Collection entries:
---*---

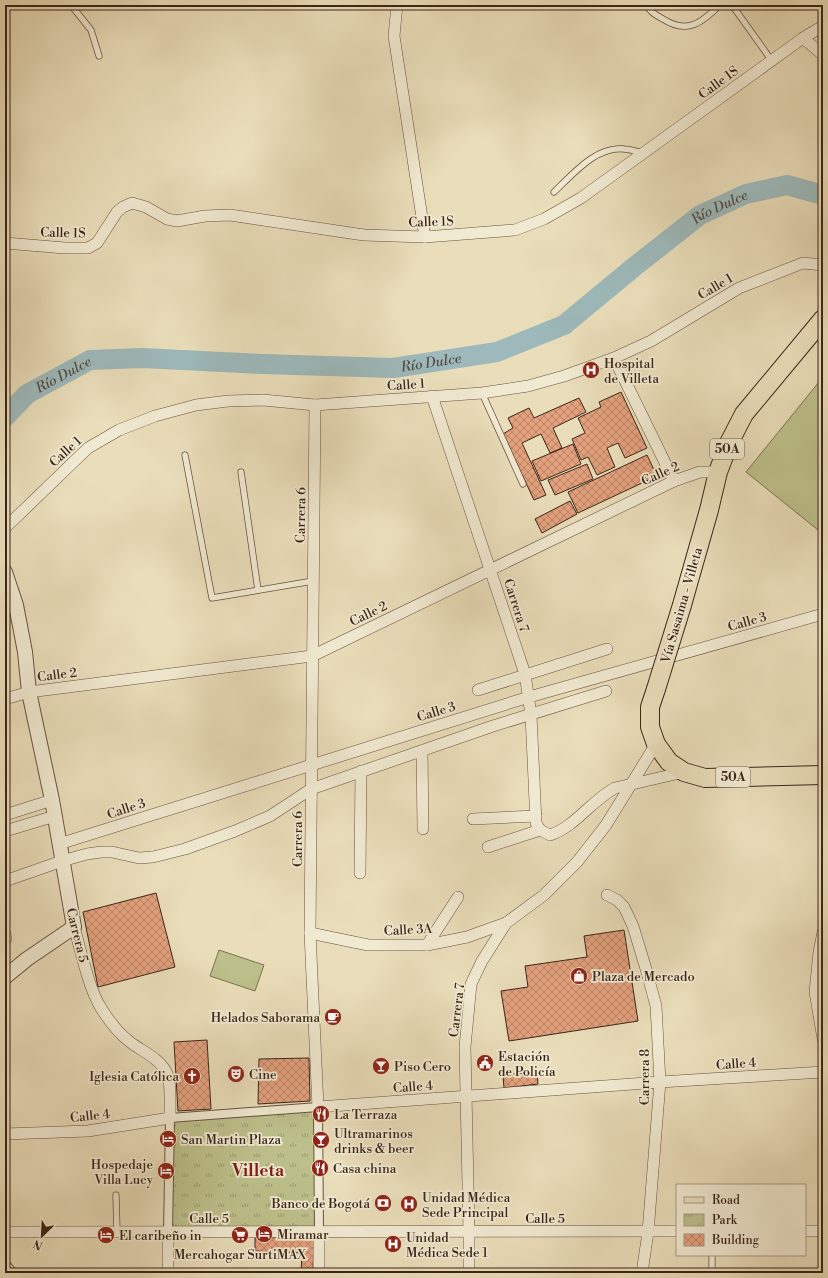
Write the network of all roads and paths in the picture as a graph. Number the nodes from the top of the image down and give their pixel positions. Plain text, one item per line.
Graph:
1 (71, 5) edge
2 (397, 5) edge
3 (646, 5) edge
4 (720, 5) edge
5 (732, 5) edge
6 (823, 26) edge
7 (803, 38) junction
8 (823, 54) edge
9 (99, 56) dead end
10 (772, 61) junction
11 (643, 153) junction
12 (554, 192) dead end
13 (425, 237) junction
14 (5, 243) edge
15 (823, 265) edge
16 (823, 319) edge
17 (614, 358) junction
18 (482, 393) junction
19 (432, 396) junction
20 (315, 405) junction
21 (185, 455) dead end
22 (241, 472) dead end
23 (718, 472) junction
24 (674, 481) junction
25 (523, 484) dead end
26 (5, 528) edge
27 (491, 569) junction
28 (5, 572) edge
29 (313, 581) junction
30 (258, 590) junction
31 (823, 614) edge
32 (607, 648) dead end
33 (312, 656) junction
34 (526, 674) junction
35 (478, 690) dead end
36 (606, 691) dead end
37 (29, 692) junction
38 (529, 697) junction
39 (5, 699) edge
40 (531, 715) junction
41 (656, 744) junction
42 (422, 750) junction
43 (311, 764) junction
44 (362, 771) junction
45 (684, 772) junction
46 (823, 775) edge
47 (630, 785) junction
48 (311, 789) junction
49 (52, 800) junction
50 (5, 815) edge
51 (55, 816) junction
52 (536, 816) junction
53 (473, 819) dead end
54 (423, 829) dead end
55 (540, 830) junction
56 (5, 831) edge
57 (59, 844) junction
58 (488, 847) dead end
59 (62, 861) junction
60 (360, 873) dead end
61 (5, 881) edge
62 (607, 895) dead end
63 (458, 897) dead end
64 (506, 923) junction
65 (74, 927) junction
66 (823, 932) edge
67 (310, 933) junction
68 (426, 945) junction
69 (5, 977) edge
70 (819, 990) edge
71 (823, 1039) edge
72 (823, 1072) edge
73 (660, 1082) junction
74 (467, 1097) junction
75 (318, 1107) junction
76 (170, 1118) junction
77 (5, 1134) edge
78 (116, 1195) dead end
79 (676, 1231) edge
80 (806, 1231) edge
81 (823, 1231) edge
82 (5, 1232) edge
83 (117, 1232) junction
84 (168, 1232) junction
85 (320, 1232) junction
86 (469, 1232) junction
87 (648, 1232) junction
88 (712, 1256) edge
89 (5, 1268) edge
90 (9, 1273) edge
91 (168, 1273) edge
92 (320, 1273) edge
93 (469, 1273) edge
94 (642, 1273) edge
95 (712, 1273) edge

1 - 9 lane
2 - 13 street
3 - 4 lane
5 - 10 lane
6 - 7 street, Calle 1S
7 - 8 street
7 - 10 street, Calle 1S
10 - 11 street, Calle 1S
11 - 12 lane
11 - 13 street, Calle 1S
13 - 14 street, Calle 1S
15 - 17 street, Calle 1
16 - 23 main road, Vía Sasaima - Villeta / 50A
17 - 18 street, Calle 1
17 - 24 street
18 - 19 street, Calle 1
18 - 25 lane
19 - 20 street, Calle 1
19 - 27 street, Carrera 7
20 - 26 street, Calle 1
20 - 29 street, Carrera 6
21 - 30 lane
22 - 30 lane
23 - 24 street, Calle 2
23 - 41 main road, Vía Sasaima - Villeta / 50A, bridge
24 - 27 street, Calle 2
27 - 33 street, Calle 2
27 - 34 street, Carrera 7
28 - 37 street, Carrera 5
29 - 30 lane
29 - 33 street, Carrera 6
31 - 38 street, Calle 3
32 - 34 street
33 - 37 street, Calle 2
33 - 43 street, Carrera 6
34 - 35 street
34 - 38 street, Carrera 7
36 - 40 street
37 - 39 street, Calle 2
37 - 49 street, Carrera 5
38 - 40 street, Carrera 7
38 - 43 street, Calle 3
40 - 42 street
40 - 52 street, Carrera 7
41 - 45 main road, Vía Sasaima - Villeta / 50A
41 - 47 street, Carrera 7
42 - 44 street
42 - 54 street
43 - 48 street, Carrera 6
43 - 57 street, Calle 3
44 - 48 street
44 - 60 street
45 - 46 main road, Vía Sasaima - Villeta / 50A
45 - 47 street
47 - 55 street
47 - 64 street, Carrera 7
48 - 59 street
48 - 67 street, Carrera 6
49 - 50 street
49 - 51 street, Carrera 5
51 - 56 street
51 - 57 street, Carrera 5
52 - 53 street
52 - 55 street, Carrera 7
55 - 58 street
57 - 59 street, Carrera 5
59 - 61 street
59 - 65 street, Carrera 5
62 - 73 street, Carrera 8
63 - 68 street
64 - 68 street, Calle 3A
64 - 74 street, Carrera 7
65 - 69 street
65 - 76 street, Carrera 5
66 - 70 street
67 - 68 street, Calle 3A
67 - 75 street, Carrera 6
70 - 71 street
72 - 73 street, Calle 4
73 - 74 street, Calle 4
73 - 87 street, Carrera 8
74 - 75 street, Calle 4
74 - 86 street, Carrera 7
75 - 76 street, Calle 4
75 - 85 street, Carrera 6
76 - 77 street, Calle 4
76 - 84 street, Carrera 5
78 - 83 lane
79 - 87 street, Calle 5
80 - 81 street
82 - 83 street, Calle 5
83 - 84 street, Calle 5
84 - 85 street, Calle 5
84 - 91 street, Carrera 5
85 - 86 street, Calle 5
85 - 92 street, Carrera 6
86 - 87 street, Calle 5
86 - 93 street, Carrera 7
87 - 94 street, Carrera 8
88 - 95 lane
89 - 90 street

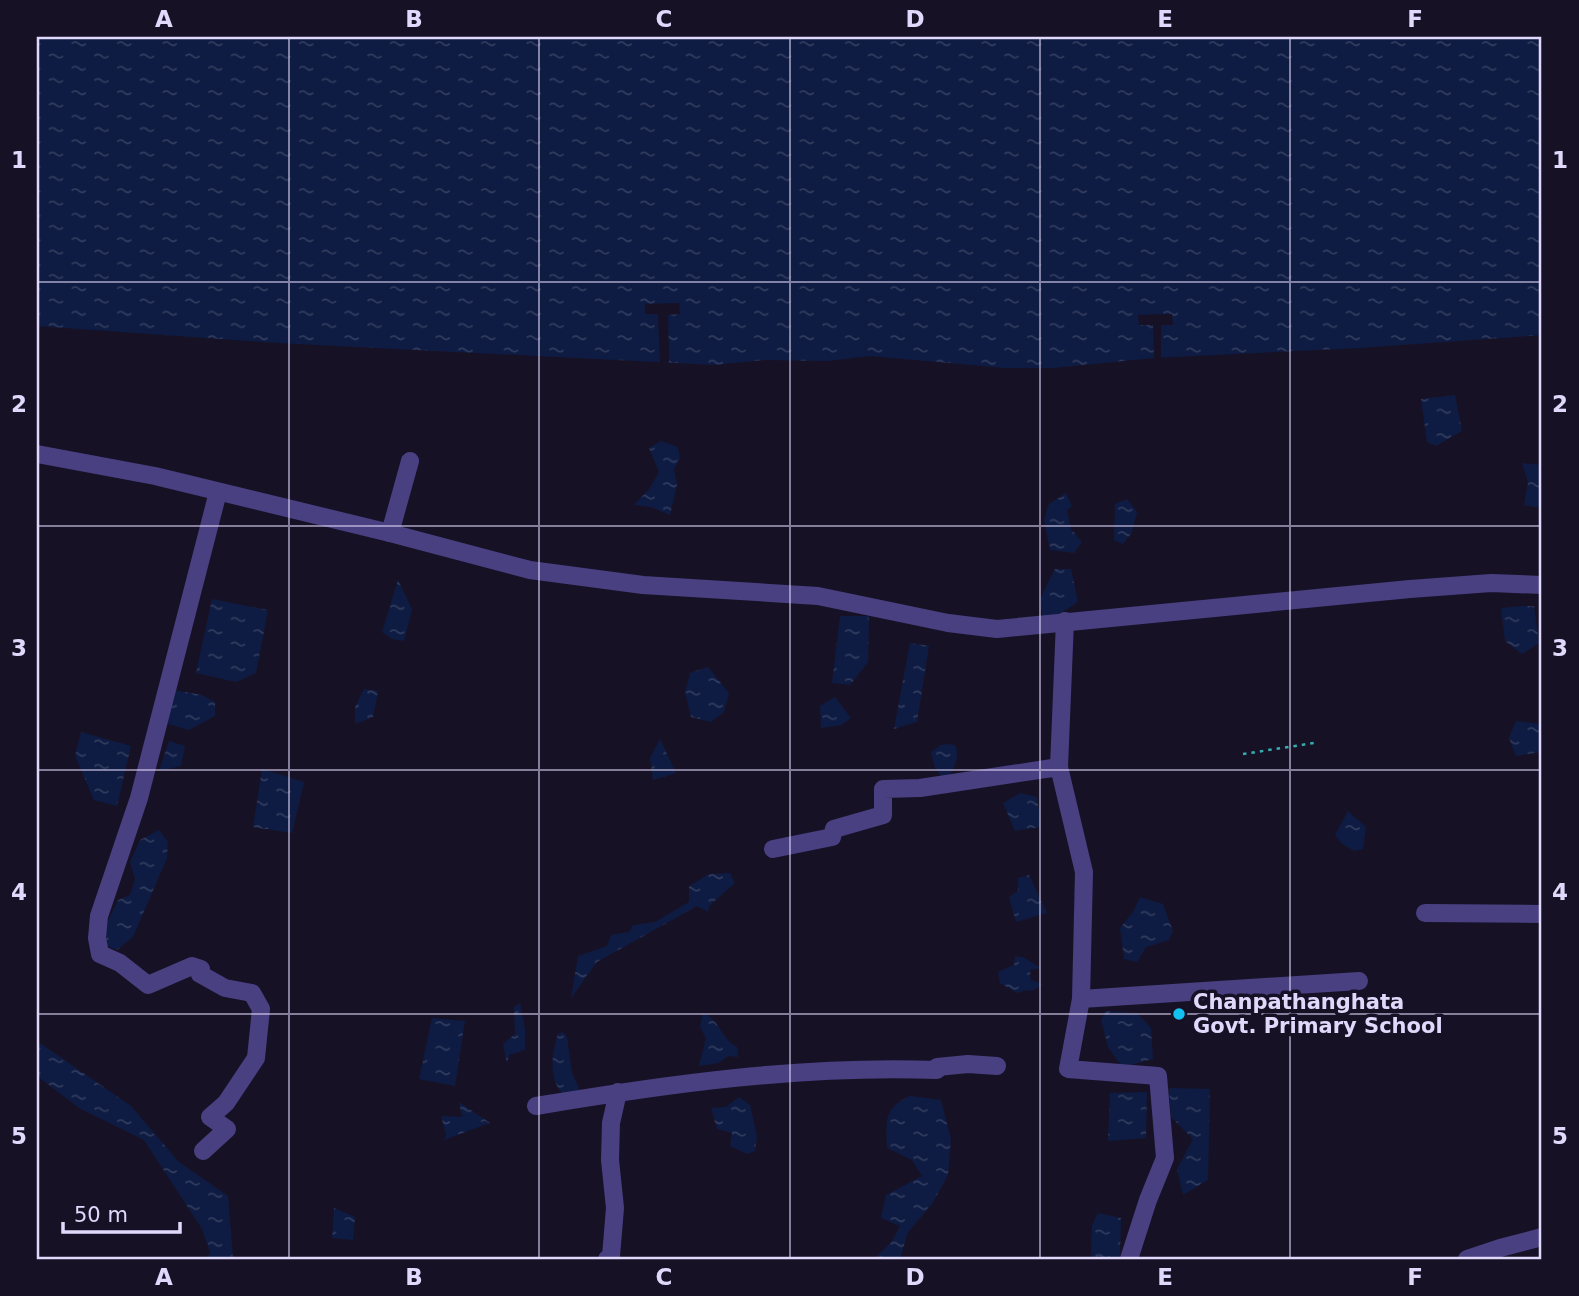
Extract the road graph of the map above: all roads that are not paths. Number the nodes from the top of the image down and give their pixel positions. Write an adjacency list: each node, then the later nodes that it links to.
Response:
1 (37, 454): 3 (street)
2 (411, 461): 4 (street)
3 (218, 492): 4 (street); 16 (street)
4 (390, 533): 6 (street)
5 (1542, 585): 6 (street)
6 (1065, 621): 7 (street)
7 (1059, 767): 8 (street); 12 (street)
8 (773, 849)
9 (1425, 913): 10 (street)
10 (1542, 914)
11 (1359, 981): 12 (street)
12 (1081, 999): 19 (street)
13 (997, 1066): 14 (street)
14 (618, 1092): 15 (street); 18 (street)
15 (536, 1106)
16 (203, 1151)
17 (1542, 1237): 20 (street)
18 (607, 1259)
19 (1129, 1259)
20 (1467, 1259)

---*---

Work item. Could you set down every entry again exactly as written, leaving out any pictures?

Answer area.
Write the network of all roads and paths in the picture as a graph. Number the nodes from the top of the image down and give their pixel positions. Plain text, one item per line.
Graph:
1 (71, 5) edge
2 (397, 5) edge
3 (646, 5) edge
4 (720, 5) edge
5 (732, 5) edge
6 (823, 26) edge
7 (803, 38) junction
8 (823, 54) edge
9 (99, 56) dead end
10 (772, 61) junction
11 (643, 153) junction
12 (554, 192) dead end
13 (425, 237) junction
14 (5, 243) edge
15 (823, 265) edge
16 (823, 319) edge
17 (614, 358) junction
18 (482, 393) junction
19 (432, 396) junction
20 (315, 405) junction
21 (185, 455) dead end
22 (241, 472) dead end
23 (718, 472) junction
24 (674, 481) junction
25 (523, 484) dead end
26 (5, 528) edge
27 (491, 569) junction
28 (5, 572) edge
29 (313, 581) junction
30 (258, 590) junction
31 (823, 614) edge
32 (607, 648) dead end
33 (312, 656) junction
34 (526, 674) junction
35 (478, 690) dead end
36 (606, 691) dead end
37 (29, 692) junction
38 (529, 697) junction
39 (5, 699) edge
40 (531, 715) junction
41 (656, 744) junction
42 (422, 750) junction
43 (311, 764) junction
44 (362, 771) junction
45 (684, 772) junction
46 (823, 775) edge
47 (630, 785) junction
48 (311, 789) junction
49 (52, 800) junction
50 (5, 815) edge
51 (55, 816) junction
52 (536, 816) junction
53 (473, 819) dead end
54 (423, 829) dead end
55 (540, 830) junction
56 (5, 831) edge
57 (59, 844) junction
58 (488, 847) dead end
59 (62, 861) junction
60 (360, 873) dead end
61 (5, 881) edge
62 (607, 895) dead end
63 (458, 897) dead end
64 (506, 923) junction
65 (74, 927) junction
66 (823, 932) edge
67 (310, 933) junction
68 (426, 945) junction
69 (5, 977) edge
70 (819, 990) edge
71 (823, 1039) edge
72 (823, 1072) edge
73 (660, 1082) junction
74 (467, 1097) junction
75 (318, 1107) junction
76 (170, 1118) junction
77 (5, 1134) edge
78 (116, 1195) dead end
79 (676, 1231) edge
80 (806, 1231) edge
81 (823, 1231) edge
82 (5, 1232) edge
83 (117, 1232) junction
84 (168, 1232) junction
85 (320, 1232) junction
86 (469, 1232) junction
87 (648, 1232) junction
88 (712, 1256) edge
89 (5, 1268) edge
90 (9, 1273) edge
91 (168, 1273) edge
92 (320, 1273) edge
93 (469, 1273) edge
94 (642, 1273) edge
95 (712, 1273) edge

1 - 9 lane
2 - 13 street
3 - 4 lane
5 - 10 lane
6 - 7 street, Calle 1S
7 - 8 street
7 - 10 street, Calle 1S
10 - 11 street, Calle 1S
11 - 12 lane
11 - 13 street, Calle 1S
13 - 14 street, Calle 1S
15 - 17 street, Calle 1
16 - 23 main road, Vía Sasaima - Villeta / 50A
17 - 18 street, Calle 1
17 - 24 street
18 - 19 street, Calle 1
18 - 25 lane
19 - 20 street, Calle 1
19 - 27 street, Carrera 7
20 - 26 street, Calle 1
20 - 29 street, Carrera 6
21 - 30 lane
22 - 30 lane
23 - 24 street, Calle 2
23 - 41 main road, Vía Sasaima - Villeta / 50A, bridge
24 - 27 street, Calle 2
27 - 33 street, Calle 2
27 - 34 street, Carrera 7
28 - 37 street, Carrera 5
29 - 30 lane
29 - 33 street, Carrera 6
31 - 38 street, Calle 3
32 - 34 street
33 - 37 street, Calle 2
33 - 43 street, Carrera 6
34 - 35 street
34 - 38 street, Carrera 7
36 - 40 street
37 - 39 street, Calle 2
37 - 49 street, Carrera 5
38 - 40 street, Carrera 7
38 - 43 street, Calle 3
40 - 42 street
40 - 52 street, Carrera 7
41 - 45 main road, Vía Sasaima - Villeta / 50A
41 - 47 street, Carrera 7
42 - 44 street
42 - 54 street
43 - 48 street, Carrera 6
43 - 57 street, Calle 3
44 - 48 street
44 - 60 street
45 - 46 main road, Vía Sasaima - Villeta / 50A
45 - 47 street
47 - 55 street
47 - 64 street, Carrera 7
48 - 59 street
48 - 67 street, Carrera 6
49 - 50 street
49 - 51 street, Carrera 5
51 - 56 street
51 - 57 street, Carrera 5
52 - 53 street
52 - 55 street, Carrera 7
55 - 58 street
57 - 59 street, Carrera 5
59 - 61 street
59 - 65 street, Carrera 5
62 - 73 street, Carrera 8
63 - 68 street
64 - 68 street, Calle 3A
64 - 74 street, Carrera 7
65 - 69 street
65 - 76 street, Carrera 5
66 - 70 street
67 - 68 street, Calle 3A
67 - 75 street, Carrera 6
70 - 71 street
72 - 73 street, Calle 4
73 - 74 street, Calle 4
73 - 87 street, Carrera 8
74 - 75 street, Calle 4
74 - 86 street, Carrera 7
75 - 76 street, Calle 4
75 - 85 street, Carrera 6
76 - 77 street, Calle 4
76 - 84 street, Carrera 5
78 - 83 lane
79 - 87 street, Calle 5
80 - 81 street
82 - 83 street, Calle 5
83 - 84 street, Calle 5
84 - 85 street, Calle 5
84 - 91 street, Carrera 5
85 - 86 street, Calle 5
85 - 92 street, Carrera 6
86 - 87 street, Calle 5
86 - 93 street, Carrera 7
87 - 94 street, Carrera 8
88 - 95 lane
89 - 90 street

Extract the road graph of the map above: all roads that are not paths. Number the nodes from the top of the image down and give their pixel positions. Write an adjacency list: each node, then the later nodes that it links to.
Response:
1 (37, 454): 3 (street)
2 (411, 461): 4 (street)
3 (218, 492): 4 (street); 16 (street)
4 (390, 533): 6 (street)
5 (1542, 585): 6 (street)
6 (1065, 621): 7 (street)
7 (1059, 767): 8 (street); 12 (street)
8 (773, 849)
9 (1425, 913): 10 (street)
10 (1542, 914)
11 (1359, 981): 12 (street)
12 (1081, 999): 19 (street)
13 (997, 1066): 14 (street)
14 (618, 1092): 15 (street); 18 (street)
15 (536, 1106)
16 (203, 1151)
17 (1542, 1237): 20 (street)
18 (607, 1259)
19 (1129, 1259)
20 (1467, 1259)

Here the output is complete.